(Recorded data)
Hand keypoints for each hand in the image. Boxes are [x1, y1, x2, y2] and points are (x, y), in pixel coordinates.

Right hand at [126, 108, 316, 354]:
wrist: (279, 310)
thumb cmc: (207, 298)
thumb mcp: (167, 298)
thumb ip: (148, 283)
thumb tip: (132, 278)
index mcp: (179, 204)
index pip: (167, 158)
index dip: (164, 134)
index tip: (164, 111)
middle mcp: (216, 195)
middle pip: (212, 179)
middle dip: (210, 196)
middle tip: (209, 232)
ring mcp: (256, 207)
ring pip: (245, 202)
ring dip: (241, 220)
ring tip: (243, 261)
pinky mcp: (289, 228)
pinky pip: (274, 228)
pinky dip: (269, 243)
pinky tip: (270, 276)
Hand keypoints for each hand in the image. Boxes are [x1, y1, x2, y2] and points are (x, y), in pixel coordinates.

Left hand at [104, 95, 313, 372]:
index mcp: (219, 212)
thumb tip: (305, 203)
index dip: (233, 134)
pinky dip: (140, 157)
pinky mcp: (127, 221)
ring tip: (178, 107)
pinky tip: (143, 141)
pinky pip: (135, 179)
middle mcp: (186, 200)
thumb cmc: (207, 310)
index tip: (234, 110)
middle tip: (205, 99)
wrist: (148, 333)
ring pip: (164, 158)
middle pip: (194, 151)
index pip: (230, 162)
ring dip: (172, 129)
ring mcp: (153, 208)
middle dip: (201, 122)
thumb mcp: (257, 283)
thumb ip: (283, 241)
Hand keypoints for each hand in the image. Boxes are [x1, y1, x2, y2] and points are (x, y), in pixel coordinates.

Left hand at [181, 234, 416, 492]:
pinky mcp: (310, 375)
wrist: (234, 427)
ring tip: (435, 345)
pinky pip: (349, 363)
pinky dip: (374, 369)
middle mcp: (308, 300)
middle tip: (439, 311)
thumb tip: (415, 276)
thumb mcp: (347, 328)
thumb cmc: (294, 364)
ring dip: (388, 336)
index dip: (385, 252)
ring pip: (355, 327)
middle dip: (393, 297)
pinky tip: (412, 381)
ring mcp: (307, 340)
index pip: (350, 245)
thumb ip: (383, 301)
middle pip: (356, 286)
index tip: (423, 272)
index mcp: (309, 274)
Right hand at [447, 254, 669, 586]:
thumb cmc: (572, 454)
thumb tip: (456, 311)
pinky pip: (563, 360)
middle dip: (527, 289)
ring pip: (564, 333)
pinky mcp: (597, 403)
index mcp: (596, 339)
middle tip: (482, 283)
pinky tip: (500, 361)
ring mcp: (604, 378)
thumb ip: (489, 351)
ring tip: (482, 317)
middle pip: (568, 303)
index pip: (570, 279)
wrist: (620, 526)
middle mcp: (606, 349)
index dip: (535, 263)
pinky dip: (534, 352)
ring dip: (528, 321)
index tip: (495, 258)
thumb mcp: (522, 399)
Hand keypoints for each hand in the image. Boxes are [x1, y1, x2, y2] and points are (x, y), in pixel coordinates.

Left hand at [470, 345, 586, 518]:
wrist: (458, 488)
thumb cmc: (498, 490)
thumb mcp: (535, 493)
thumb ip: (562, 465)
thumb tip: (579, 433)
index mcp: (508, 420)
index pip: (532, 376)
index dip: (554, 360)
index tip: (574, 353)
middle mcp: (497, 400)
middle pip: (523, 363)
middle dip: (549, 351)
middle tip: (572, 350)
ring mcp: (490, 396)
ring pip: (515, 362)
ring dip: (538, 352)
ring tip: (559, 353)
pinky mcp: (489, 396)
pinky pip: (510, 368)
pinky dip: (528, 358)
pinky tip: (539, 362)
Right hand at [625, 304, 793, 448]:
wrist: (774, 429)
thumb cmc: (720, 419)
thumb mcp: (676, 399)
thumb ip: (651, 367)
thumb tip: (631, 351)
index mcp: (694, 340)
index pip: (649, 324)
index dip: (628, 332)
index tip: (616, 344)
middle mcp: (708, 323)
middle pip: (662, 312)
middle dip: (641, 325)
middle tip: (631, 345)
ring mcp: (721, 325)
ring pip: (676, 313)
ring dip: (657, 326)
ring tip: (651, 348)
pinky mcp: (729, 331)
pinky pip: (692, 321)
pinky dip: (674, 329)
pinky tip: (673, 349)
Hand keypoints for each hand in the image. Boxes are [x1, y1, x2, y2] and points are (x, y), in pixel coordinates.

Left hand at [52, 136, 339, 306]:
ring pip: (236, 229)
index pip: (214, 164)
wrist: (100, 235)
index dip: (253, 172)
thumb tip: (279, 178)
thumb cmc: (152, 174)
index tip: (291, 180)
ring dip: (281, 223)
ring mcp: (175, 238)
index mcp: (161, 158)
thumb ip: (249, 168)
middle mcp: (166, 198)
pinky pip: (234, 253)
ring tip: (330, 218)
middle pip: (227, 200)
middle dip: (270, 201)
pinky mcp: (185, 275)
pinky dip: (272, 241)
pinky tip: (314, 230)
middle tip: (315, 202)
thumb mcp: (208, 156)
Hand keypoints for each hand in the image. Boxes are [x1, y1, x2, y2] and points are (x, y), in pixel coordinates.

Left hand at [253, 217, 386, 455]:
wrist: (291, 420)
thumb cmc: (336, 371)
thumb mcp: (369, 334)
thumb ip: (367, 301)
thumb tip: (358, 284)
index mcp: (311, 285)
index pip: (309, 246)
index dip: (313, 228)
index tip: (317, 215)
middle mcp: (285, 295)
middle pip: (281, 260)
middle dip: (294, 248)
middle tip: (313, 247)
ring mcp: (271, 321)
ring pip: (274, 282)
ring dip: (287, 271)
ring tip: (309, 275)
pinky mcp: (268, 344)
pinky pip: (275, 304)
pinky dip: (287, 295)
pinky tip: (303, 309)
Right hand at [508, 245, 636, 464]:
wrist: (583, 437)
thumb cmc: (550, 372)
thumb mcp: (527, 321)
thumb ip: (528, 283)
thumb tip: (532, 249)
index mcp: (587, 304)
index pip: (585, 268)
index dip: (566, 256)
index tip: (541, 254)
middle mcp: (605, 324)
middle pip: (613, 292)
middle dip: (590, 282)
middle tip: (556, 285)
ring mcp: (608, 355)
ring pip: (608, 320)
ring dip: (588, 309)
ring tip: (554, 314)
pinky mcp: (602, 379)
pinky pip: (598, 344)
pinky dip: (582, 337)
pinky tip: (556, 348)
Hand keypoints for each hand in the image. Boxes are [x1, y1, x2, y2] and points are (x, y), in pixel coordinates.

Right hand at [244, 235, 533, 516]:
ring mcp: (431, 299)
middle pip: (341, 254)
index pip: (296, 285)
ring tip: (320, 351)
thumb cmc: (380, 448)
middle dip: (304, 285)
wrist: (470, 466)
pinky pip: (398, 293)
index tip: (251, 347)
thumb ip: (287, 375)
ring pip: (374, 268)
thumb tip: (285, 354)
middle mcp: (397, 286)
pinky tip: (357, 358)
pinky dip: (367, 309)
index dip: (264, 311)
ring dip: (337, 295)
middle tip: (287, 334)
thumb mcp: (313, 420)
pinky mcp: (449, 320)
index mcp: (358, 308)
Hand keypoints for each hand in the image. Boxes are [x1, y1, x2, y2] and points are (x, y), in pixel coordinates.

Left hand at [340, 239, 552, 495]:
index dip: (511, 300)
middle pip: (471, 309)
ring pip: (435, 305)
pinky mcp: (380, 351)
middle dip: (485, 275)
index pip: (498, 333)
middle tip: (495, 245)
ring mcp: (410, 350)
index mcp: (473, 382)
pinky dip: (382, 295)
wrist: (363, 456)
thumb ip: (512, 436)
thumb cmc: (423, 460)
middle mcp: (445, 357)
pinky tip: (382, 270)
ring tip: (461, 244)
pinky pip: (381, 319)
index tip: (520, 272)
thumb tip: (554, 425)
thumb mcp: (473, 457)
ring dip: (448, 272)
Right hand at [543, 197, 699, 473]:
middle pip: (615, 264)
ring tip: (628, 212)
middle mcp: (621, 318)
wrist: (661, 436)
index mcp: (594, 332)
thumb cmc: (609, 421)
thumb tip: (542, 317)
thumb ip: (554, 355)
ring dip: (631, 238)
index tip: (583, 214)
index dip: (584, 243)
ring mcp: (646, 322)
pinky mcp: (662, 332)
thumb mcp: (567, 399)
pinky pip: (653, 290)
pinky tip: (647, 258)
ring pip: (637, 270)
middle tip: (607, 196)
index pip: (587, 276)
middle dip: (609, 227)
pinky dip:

- What to work on -
Restate word for word only the lines running from the beginning of the data to the line holding "index pip: (167, 158)", both included.

- Your response -
Hand keypoints for each hand in the image. Boxes are [x1, y1, x2, y2] and points are (x, y), in pixel coordinates.

Right hand at [126, 108, 316, 354]:
wrist: (279, 310)
thumb cmc: (207, 298)
thumb mcp: (167, 298)
thumb ip: (148, 283)
thumb tip: (132, 278)
index mcp: (179, 204)
index pip: (167, 158)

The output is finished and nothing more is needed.